At the CBI conference in Birmingham, Mrs Shephard said that employers were letting down the reform process by fudging the message from the workplace: "The Government has shown its willingness to undertake reform, the education system has demonstrated its ability to change, and because you the employers are the ultimate users of the education system, we need your views, your help and your input. But sometimes we get mixed messages."
She said that while the official voice of the CBI calls for 40 per cent graduate output - even though, as she said, "it is already one of the highest in Europe" - there are some employers who say "that we already have too many graduates and that most of those are not up to the standard industry requires".
These comments reflected a substantial gulf in business thinking which was apparent during the conference debate. Garry Hawkes, chairman and chief executive of catering company Gardner Merchant, lampooned higher education as "part of the middle-class Grand Tour". He blamed the declining popularity of the practical-based Higher National Diploma in hotel and catering on the growth of new degree programmes in the subject which he attacked for having just five hours of practical instruction. He added that the degree programmes were "a waste of money" because just 50 per cent of hotel and catering graduates eventually enter the industry.
Steve Cuthbert, of the Chartered Institute of Marketing, took the opposing view, slamming the Government for capping higher education numbers, a policy which he said was "bad for young people, bad for industry and commerce, and bad for the country".

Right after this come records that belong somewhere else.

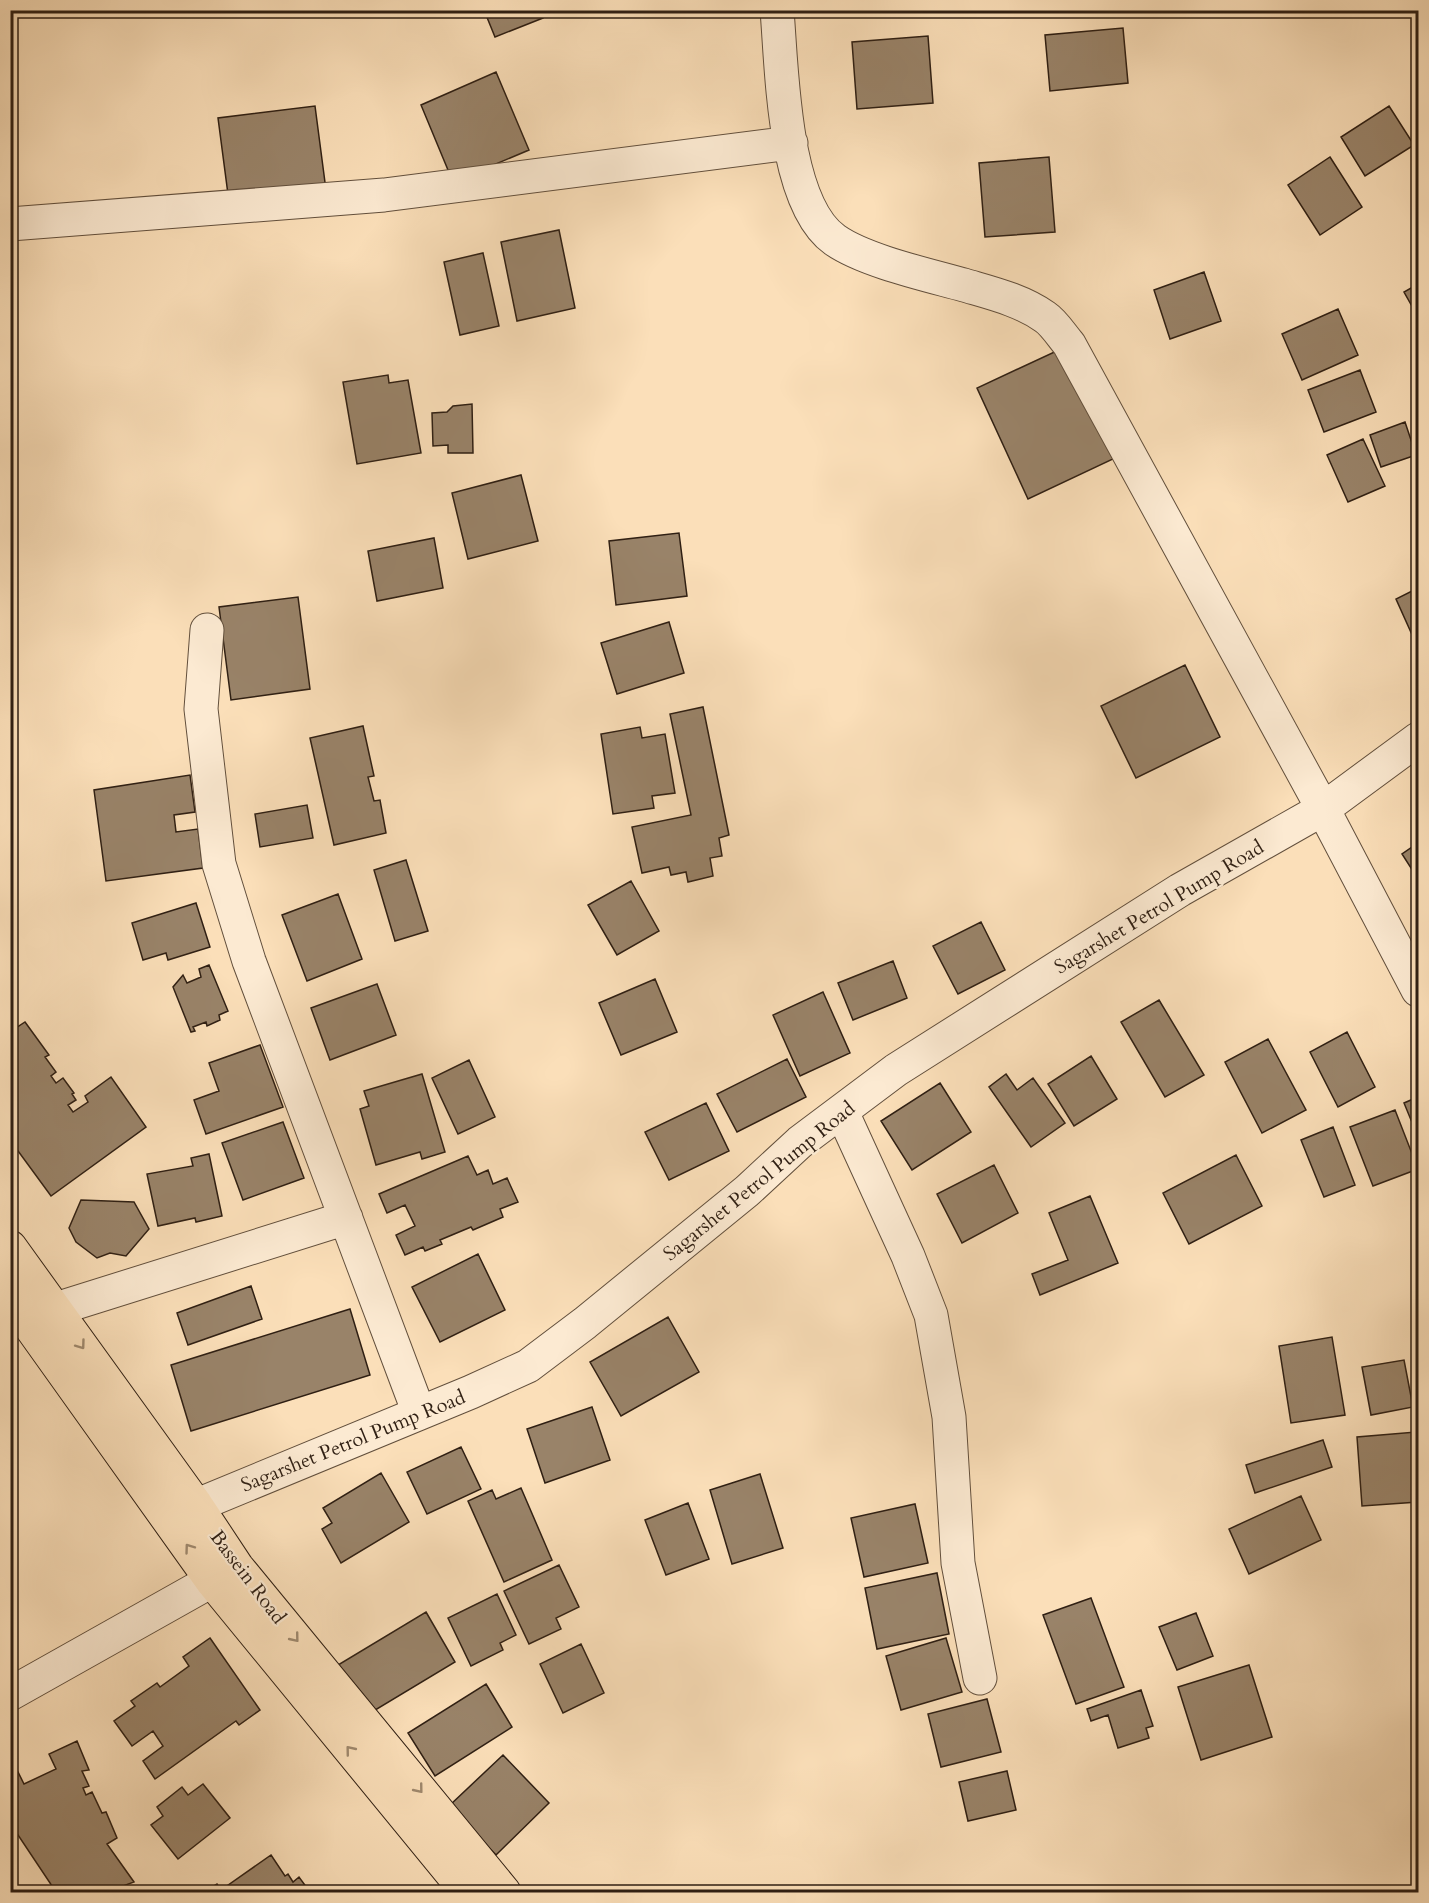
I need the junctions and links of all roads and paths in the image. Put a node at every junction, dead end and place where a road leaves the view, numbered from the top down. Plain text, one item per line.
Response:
1 (777, 10) edge
2 (791, 143) junction
3 (10, 224) edge
4 (207, 630) dead end
5 (1419, 739) edge
6 (1323, 809) junction
7 (1419, 990) edge
8 (842, 1112) junction
9 (346, 1218) junction
10 (10, 1247) edge
11 (31, 1310) edge
12 (419, 1413) junction
13 (182, 1511) junction
14 (224, 1574) junction
15 (980, 1678) dead end
16 (10, 1694) edge
17 (466, 1893) edge
18 (504, 1893) edge

1 - 2 street
2 - 3 street
2 - 6 street
4 - 9 street
5 - 6 street, Sagarshet Petrol Pump Road
6 - 7 street
6 - 8 street, Sagarshet Petrol Pump Road
8 - 12 street, Sagarshet Petrol Pump Road
8 - 15 street
9 - 11 street
9 - 12 street
10 - 11 main road, Bassein Road
11 - 13 main road, Bassein Road
12 - 13 street, Sagarshet Petrol Pump Road
13 - 14 main road, Bassein Road
14 - 16 street
17 -> 14 main road, Bassein Road
14 -> 18 main road, Bassein Road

Sir Ron Dearing, chairman of the School Curriculum and Assessment Authority who is carrying out a review of the 16 to 19 education and training framework, backed Mrs Shephard in her attack on employers: "Don't just shout from the sidelines. Get involved. Don't just talk to the secretary of state, talk to your local schools."
Dominic Cadbury, chairman of the CBI education and training committee, said that the CBI will be publishing an education and training strategy document next month.